【2024年J2「開幕前診断」清水エスパルス編】主力2選手が抜けた右サイドを埋めるのは”秋葉チルドレン”ドリブラー、ボランチにはリオ五輪代表の万能プレーヤーも加入【戸塚啓のJ2のミカタ】(1)の画像
清水・秋葉忠宏監督に求められるものは「J1復帰」。撮影:中地拓也

■補強ポイントの右サイドに”チルドレン”松崎が

 2024年は勝負のシーズンである。 

 昨シーズン序盤から指揮を執る秋葉忠宏監督のもとで、清水エスパルスはJ2で2シーズン目を戦う。ここでまたJ1昇格を逃すようなことがあれば、主力選手の引き留めが一気に難しくなる。その結果として、“J2の沼”にハマりかねない。5年後、10年後のクラブの未来を明るくするためにも、J1復帰はマストだ。

 昨シーズン途中から指揮を執る秋葉監督は、「超攻撃的」、「超アグレッシブ」の姿勢を引き続き明確に打ち出していく。そのために、オフにあらためて体制が整えられた。自身が指揮した水戸ホーリーホックでスタッフに名を連ねた依田光正コーチ、佐藤亮佑コーチ兼分析が新たに入閣している。

 編成は大きく変わった。

 主将を務めていたCB鈴木義宜、CB井林章、DFとMFの複数ポジションを担った岸本武流、右サイドMF中山克広、中盤の交代カードだったMF神谷優太、FWオ・セフン、そしてFWチアゴ・サンタナらがチームを離れた。ダブルボランチの一角として存在感を発揮してきたMFホナウドも契約満了となっている。ボランチの候補者では、ブラジルのクラブへ期限付き移籍していた松岡大起も、アビスパ福岡へ移籍していった。
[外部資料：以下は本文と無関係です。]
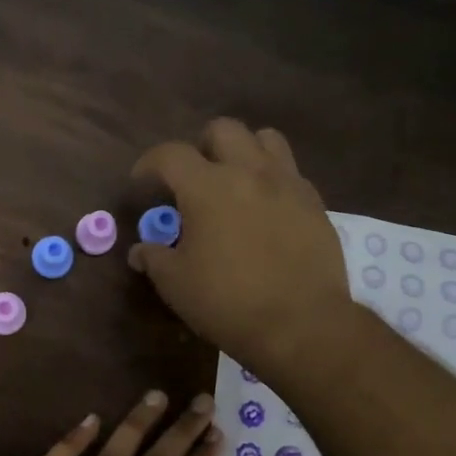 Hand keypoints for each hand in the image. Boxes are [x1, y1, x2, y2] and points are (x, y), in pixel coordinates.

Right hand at [128, 118, 351, 374]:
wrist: (301, 324)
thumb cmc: (228, 303)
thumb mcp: (176, 284)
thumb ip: (154, 258)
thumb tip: (140, 250)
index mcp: (207, 187)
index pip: (170, 154)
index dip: (149, 163)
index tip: (142, 182)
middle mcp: (249, 172)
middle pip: (223, 130)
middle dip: (202, 147)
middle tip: (194, 179)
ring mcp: (288, 184)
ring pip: (266, 139)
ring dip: (244, 152)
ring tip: (235, 182)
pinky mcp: (315, 203)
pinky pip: (291, 172)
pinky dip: (273, 180)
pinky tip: (266, 210) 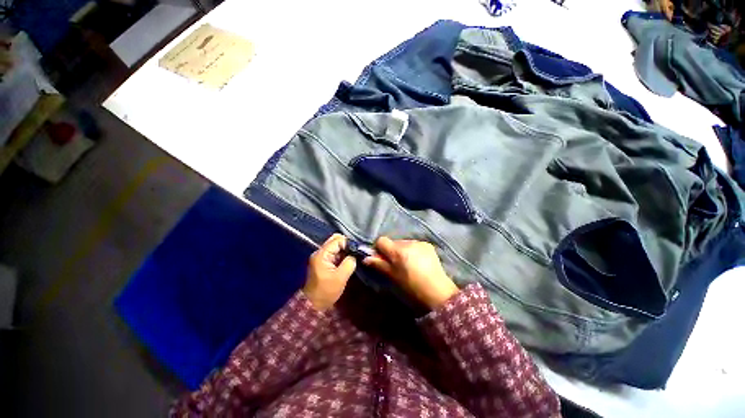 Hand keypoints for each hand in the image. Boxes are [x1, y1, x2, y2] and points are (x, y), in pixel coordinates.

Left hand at [303, 234, 356, 310]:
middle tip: (357, 252)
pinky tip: (349, 259)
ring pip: (335, 246)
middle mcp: (320, 252)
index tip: (359, 250)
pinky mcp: (324, 262)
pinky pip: (334, 253)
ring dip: (345, 249)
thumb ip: (349, 263)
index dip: (349, 243)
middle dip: (347, 244)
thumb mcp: (340, 277)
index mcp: (322, 254)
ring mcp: (321, 257)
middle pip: (335, 240)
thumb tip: (355, 255)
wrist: (313, 305)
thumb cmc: (326, 291)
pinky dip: (342, 254)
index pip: (338, 240)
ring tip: (355, 255)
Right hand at [363, 236, 458, 308]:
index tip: (381, 258)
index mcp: (398, 252)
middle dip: (392, 250)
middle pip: (393, 241)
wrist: (437, 292)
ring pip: (404, 243)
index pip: (382, 240)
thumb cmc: (412, 287)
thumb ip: (379, 264)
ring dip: (402, 250)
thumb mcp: (393, 276)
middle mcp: (408, 243)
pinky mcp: (428, 244)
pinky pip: (414, 244)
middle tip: (397, 264)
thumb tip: (365, 258)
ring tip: (409, 264)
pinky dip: (413, 250)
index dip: (379, 248)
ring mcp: (419, 242)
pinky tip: (418, 262) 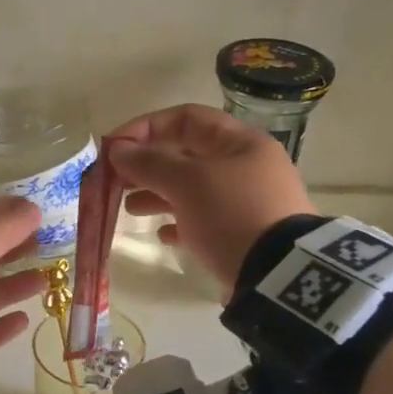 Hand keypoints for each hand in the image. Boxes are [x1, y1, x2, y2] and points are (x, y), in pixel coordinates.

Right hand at [107, 104, 313, 287]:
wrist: (279, 274)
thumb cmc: (231, 214)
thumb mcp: (187, 183)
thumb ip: (149, 163)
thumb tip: (118, 150)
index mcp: (240, 142)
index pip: (186, 119)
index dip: (146, 128)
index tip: (114, 148)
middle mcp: (246, 167)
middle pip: (187, 155)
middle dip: (147, 165)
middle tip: (116, 181)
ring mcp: (246, 202)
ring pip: (192, 189)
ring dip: (157, 194)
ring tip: (130, 209)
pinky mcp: (243, 235)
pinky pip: (204, 221)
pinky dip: (179, 223)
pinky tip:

 最初の補強ポイントは、中山と岸本が抜けた右サイドだっただろう。秋葉監督の答えは、自身が水戸でブレイクさせたMF松崎快だった。右サイドを主戦場とする左利きのドリブラーで、アタッキングサードで違いを作り出せる。右サイドは”秋葉チルドレン”の松崎とMF西澤健太、MF川谷凪、それに新外国人のルーカス・ブラガらとの競争になりそうだ。

 背番号11を着けるブラジル人アタッカーのブラガは、左ウイングを主戦場とする27歳だ。右ウイングや右サイドバックでもプレーでき、このチームでは右サイドを担うことになるだろう。スピード豊かなドリブルでのチャンスメイクを持ち味とする。

 4-2-3-1を前提に考えると、左サイドとトップ下は不動だ。MFカルリーニョス・ジュニオとMF乾貴士である。昨シーズン揃って2ケタ得点をあげたこのふたりには、今シーズンも同様の数字が求められる。